Accessing Attributes

This is easy and pythonic:

>>> exprs.expression_matrix
>>> exprs.channels
>>> exprs.cell_types
>>> exprs.sample_index

And the attributes are self-explanatory as well! By the same token, you can set these attributes yourself! For example, when you load an expression matrix as a PyCytoData object, there are no cell types. You can set them accordingly:

>>> exprs.cell_types = cell_types

The setter method will ensure that dimension matches.

Metadata

The object automatically computes a few metadata and they are automatically updated as well:

>>> exprs.n_cells
>>> exprs.n_cell_types
>>> exprs.n_samples
>>> exprs.n_channels

These are implemented most for convenience and error checking! You don’t have to work with arrays’ shape any more: you can simply refer to these dimensions by name!

Operations

You can not only store your data with PyCytoData, but you can also do things with them. You can preprocess your data and then run DR with the same object with the following verbs:

preprocess()
run_dr_methods()

Both of them will be further documented in the tutorials section.

Create Your `PyCytoData` Object

The constructor is very easy to use:

>>> from PyCytoData import PyCytoData
>>> exprs = PyCytoData(expression_matrix = expression_matrix,
...                    channels = channels,
...                    cell_types = cell_types,
...                    sample_index = sample_index,
...                    lineage_channels = lineage_channels)

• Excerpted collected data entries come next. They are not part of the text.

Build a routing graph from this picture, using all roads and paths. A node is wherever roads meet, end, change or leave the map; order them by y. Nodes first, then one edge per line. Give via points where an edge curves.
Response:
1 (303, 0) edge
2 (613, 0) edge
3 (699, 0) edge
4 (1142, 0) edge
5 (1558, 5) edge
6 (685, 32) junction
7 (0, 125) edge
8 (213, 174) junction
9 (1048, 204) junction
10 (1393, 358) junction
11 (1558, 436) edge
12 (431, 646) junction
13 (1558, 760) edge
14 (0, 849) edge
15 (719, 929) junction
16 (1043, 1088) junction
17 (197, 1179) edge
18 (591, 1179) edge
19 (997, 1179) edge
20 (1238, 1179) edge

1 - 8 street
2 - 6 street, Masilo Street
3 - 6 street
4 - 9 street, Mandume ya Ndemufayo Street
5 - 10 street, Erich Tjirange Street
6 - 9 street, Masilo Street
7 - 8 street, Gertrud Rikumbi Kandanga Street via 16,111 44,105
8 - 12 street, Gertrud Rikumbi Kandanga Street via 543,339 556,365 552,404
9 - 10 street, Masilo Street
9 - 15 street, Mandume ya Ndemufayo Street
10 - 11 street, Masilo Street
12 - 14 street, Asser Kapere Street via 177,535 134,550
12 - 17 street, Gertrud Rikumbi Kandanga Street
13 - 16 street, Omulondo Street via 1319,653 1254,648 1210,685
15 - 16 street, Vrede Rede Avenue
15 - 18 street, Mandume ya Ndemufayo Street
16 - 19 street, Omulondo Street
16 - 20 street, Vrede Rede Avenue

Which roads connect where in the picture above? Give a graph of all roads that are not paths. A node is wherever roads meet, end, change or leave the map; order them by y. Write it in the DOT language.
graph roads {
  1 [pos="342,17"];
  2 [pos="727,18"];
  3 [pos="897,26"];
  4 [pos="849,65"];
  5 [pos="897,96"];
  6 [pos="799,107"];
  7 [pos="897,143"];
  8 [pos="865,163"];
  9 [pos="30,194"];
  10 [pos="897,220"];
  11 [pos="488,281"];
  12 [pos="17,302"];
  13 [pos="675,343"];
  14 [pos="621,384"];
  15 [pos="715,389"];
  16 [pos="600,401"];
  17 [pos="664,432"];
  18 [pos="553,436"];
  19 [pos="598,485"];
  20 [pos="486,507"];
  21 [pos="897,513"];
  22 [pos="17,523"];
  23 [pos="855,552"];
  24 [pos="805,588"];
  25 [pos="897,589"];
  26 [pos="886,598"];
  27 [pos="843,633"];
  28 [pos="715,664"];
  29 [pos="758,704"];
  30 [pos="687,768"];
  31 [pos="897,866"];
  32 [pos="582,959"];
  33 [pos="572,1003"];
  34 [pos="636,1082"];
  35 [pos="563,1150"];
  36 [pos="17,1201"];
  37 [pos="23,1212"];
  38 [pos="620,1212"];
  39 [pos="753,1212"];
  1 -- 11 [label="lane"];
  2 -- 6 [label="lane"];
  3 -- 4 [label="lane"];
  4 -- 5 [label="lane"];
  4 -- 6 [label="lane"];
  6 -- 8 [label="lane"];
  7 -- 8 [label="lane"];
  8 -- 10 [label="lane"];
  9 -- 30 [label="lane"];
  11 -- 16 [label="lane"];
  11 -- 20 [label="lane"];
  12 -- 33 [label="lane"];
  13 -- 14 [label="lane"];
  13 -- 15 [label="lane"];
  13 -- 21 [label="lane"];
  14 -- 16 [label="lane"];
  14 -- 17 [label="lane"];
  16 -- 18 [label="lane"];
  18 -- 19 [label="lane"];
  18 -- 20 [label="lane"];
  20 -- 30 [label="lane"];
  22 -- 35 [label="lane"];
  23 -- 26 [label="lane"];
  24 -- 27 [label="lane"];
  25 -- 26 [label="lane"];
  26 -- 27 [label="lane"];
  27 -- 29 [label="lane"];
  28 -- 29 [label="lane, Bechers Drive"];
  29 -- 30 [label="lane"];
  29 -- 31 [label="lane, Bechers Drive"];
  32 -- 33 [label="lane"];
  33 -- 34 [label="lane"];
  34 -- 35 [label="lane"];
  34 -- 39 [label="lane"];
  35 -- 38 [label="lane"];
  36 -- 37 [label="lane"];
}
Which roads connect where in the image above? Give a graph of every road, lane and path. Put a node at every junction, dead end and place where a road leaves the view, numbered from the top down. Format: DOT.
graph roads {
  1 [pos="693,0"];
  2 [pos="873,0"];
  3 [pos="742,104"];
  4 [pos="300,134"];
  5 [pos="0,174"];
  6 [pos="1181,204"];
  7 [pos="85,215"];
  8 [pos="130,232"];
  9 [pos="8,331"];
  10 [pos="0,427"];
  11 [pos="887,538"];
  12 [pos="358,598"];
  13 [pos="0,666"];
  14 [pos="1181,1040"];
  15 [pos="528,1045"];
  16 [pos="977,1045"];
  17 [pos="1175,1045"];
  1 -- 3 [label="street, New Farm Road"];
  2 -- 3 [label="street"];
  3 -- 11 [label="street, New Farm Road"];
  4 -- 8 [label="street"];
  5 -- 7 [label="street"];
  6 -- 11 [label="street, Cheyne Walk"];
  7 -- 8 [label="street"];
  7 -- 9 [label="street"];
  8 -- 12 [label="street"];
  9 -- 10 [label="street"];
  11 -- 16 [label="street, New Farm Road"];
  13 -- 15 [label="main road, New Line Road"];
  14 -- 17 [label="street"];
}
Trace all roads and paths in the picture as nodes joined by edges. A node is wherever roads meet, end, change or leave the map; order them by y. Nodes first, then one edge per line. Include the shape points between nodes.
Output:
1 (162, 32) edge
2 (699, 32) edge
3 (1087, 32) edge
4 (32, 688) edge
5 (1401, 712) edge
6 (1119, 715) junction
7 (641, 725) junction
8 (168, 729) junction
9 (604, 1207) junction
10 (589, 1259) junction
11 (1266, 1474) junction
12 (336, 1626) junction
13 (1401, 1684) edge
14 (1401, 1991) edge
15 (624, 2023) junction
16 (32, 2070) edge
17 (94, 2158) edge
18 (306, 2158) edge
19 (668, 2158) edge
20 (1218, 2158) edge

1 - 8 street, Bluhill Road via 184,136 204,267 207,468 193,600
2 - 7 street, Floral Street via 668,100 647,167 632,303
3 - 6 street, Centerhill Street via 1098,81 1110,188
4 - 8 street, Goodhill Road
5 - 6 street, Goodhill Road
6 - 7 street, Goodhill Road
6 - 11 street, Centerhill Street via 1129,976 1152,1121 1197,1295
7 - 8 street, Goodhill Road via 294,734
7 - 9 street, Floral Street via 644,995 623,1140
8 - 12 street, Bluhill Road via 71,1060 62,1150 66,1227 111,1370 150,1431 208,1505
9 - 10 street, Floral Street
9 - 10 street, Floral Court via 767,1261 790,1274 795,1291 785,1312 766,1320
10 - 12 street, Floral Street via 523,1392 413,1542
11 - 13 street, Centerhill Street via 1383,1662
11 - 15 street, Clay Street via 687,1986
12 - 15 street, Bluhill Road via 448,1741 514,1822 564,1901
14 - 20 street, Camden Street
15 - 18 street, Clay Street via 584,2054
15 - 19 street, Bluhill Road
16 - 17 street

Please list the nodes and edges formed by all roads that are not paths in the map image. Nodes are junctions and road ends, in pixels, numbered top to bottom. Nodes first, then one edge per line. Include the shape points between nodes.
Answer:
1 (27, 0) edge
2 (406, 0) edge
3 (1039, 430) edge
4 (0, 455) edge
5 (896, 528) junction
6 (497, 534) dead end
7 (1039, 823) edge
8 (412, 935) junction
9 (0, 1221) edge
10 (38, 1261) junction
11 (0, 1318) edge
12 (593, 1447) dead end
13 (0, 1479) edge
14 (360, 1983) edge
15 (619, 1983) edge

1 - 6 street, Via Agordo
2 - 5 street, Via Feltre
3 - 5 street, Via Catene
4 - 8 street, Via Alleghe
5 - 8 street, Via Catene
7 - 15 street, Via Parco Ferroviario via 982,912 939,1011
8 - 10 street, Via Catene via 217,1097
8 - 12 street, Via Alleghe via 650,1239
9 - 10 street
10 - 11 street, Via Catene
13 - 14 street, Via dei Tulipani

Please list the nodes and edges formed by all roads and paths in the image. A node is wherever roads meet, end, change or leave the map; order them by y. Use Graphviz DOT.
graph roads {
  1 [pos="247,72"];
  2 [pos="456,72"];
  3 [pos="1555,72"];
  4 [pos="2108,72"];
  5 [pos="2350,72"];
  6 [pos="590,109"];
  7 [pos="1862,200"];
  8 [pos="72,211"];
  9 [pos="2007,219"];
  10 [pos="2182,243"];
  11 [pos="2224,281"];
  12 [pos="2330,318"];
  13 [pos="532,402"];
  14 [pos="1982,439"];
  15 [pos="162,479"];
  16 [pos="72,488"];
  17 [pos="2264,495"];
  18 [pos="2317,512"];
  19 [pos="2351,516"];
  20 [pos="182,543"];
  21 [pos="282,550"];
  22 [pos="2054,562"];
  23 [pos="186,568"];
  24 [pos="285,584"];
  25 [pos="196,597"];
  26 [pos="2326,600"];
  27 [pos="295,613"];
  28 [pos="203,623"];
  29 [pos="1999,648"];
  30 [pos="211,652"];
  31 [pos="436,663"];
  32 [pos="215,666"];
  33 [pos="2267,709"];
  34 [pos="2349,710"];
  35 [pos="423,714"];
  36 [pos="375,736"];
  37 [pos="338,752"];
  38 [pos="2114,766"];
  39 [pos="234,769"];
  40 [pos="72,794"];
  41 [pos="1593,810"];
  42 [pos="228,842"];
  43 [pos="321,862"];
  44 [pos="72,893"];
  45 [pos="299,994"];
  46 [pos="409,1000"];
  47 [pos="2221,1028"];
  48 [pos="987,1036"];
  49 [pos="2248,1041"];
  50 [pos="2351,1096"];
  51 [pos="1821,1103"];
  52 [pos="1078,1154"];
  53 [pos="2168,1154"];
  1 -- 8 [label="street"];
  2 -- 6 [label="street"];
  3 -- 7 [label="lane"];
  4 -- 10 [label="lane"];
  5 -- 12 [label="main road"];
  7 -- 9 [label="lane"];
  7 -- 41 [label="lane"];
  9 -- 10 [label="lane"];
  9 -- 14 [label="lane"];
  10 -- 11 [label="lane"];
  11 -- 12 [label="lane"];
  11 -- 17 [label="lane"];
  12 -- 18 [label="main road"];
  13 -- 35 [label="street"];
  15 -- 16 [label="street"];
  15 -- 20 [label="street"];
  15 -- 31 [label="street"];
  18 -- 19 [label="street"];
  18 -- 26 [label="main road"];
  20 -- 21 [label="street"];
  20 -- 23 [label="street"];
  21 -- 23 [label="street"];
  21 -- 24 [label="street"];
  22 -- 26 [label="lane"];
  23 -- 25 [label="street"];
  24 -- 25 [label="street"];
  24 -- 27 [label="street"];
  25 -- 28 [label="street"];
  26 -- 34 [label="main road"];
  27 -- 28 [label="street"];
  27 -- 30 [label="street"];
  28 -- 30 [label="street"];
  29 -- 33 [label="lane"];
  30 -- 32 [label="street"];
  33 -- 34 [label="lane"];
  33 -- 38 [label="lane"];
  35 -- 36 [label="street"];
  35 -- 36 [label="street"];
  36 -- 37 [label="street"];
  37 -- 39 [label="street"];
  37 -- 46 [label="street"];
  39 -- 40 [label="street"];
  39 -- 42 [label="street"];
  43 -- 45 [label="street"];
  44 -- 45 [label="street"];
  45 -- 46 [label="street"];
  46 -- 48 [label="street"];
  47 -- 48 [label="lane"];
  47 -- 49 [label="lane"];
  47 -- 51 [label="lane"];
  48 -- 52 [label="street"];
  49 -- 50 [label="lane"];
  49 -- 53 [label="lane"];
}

All the parameters are self-explanatory as well! The only thing that you may be unfamiliar with is lineage_channels, which delineates actual lineage channels from other instrument channels, such as Bead and time channel.

Preprocessing

We offer a full suite of preprocessing workflows at your disposal. The easiest way is simply perform it on your PyCytoData object:

>>> exprs.preprocess(arcsinh=True,
...                  gate_debris_removal=True,
...                  gate_intact_cells=True,
...                  gate_live_cells=True,
...                  gate_center_offset_residual=True,
...                  bead_normalization=True)
Running Arcsinh transformation...
Running debris remvoal...
Running gating intact cells...
Running gating live cells...
Running gating Center, Offset, and Residual...
Running bead normalization...

These are the six steps if you choose to do everything, but you can of course pick and choose. It also depends the dataset you have: if your dataset doesn’t have a lot of instrument channels, it’s likely been processed already! We detect these channels automatically. For more details on each preprocessing step, go look at our CyTOF Data Preprocessing page.

Integration with CytofDR

The good news is that PyCytoData supports a CytofDR interface as an optional extension of this package. After loading in your data and performing all your necessary preprocessing steps, you can run DR methods by simply calling a wrapper:

>>> exprs.run_dr_methods(methods = ["PCA", "UMAP", "ICA"])
Running PCA
Running ICA
Running UMAP
>>> type(exprs.reductions)
<class 'CytofDR.dr.Reductions'>

And then you can perform any downstream DR workflows supported by CytofDR. Of course, if you’re aware of the run_dr_methods methods from CytofDR, you know that this is the “easy” mode. For more advanced usage, you can set the exprs.reductions attribute with a Reductions object. More information on the latter can be found at length on the CytofDR Documentation website.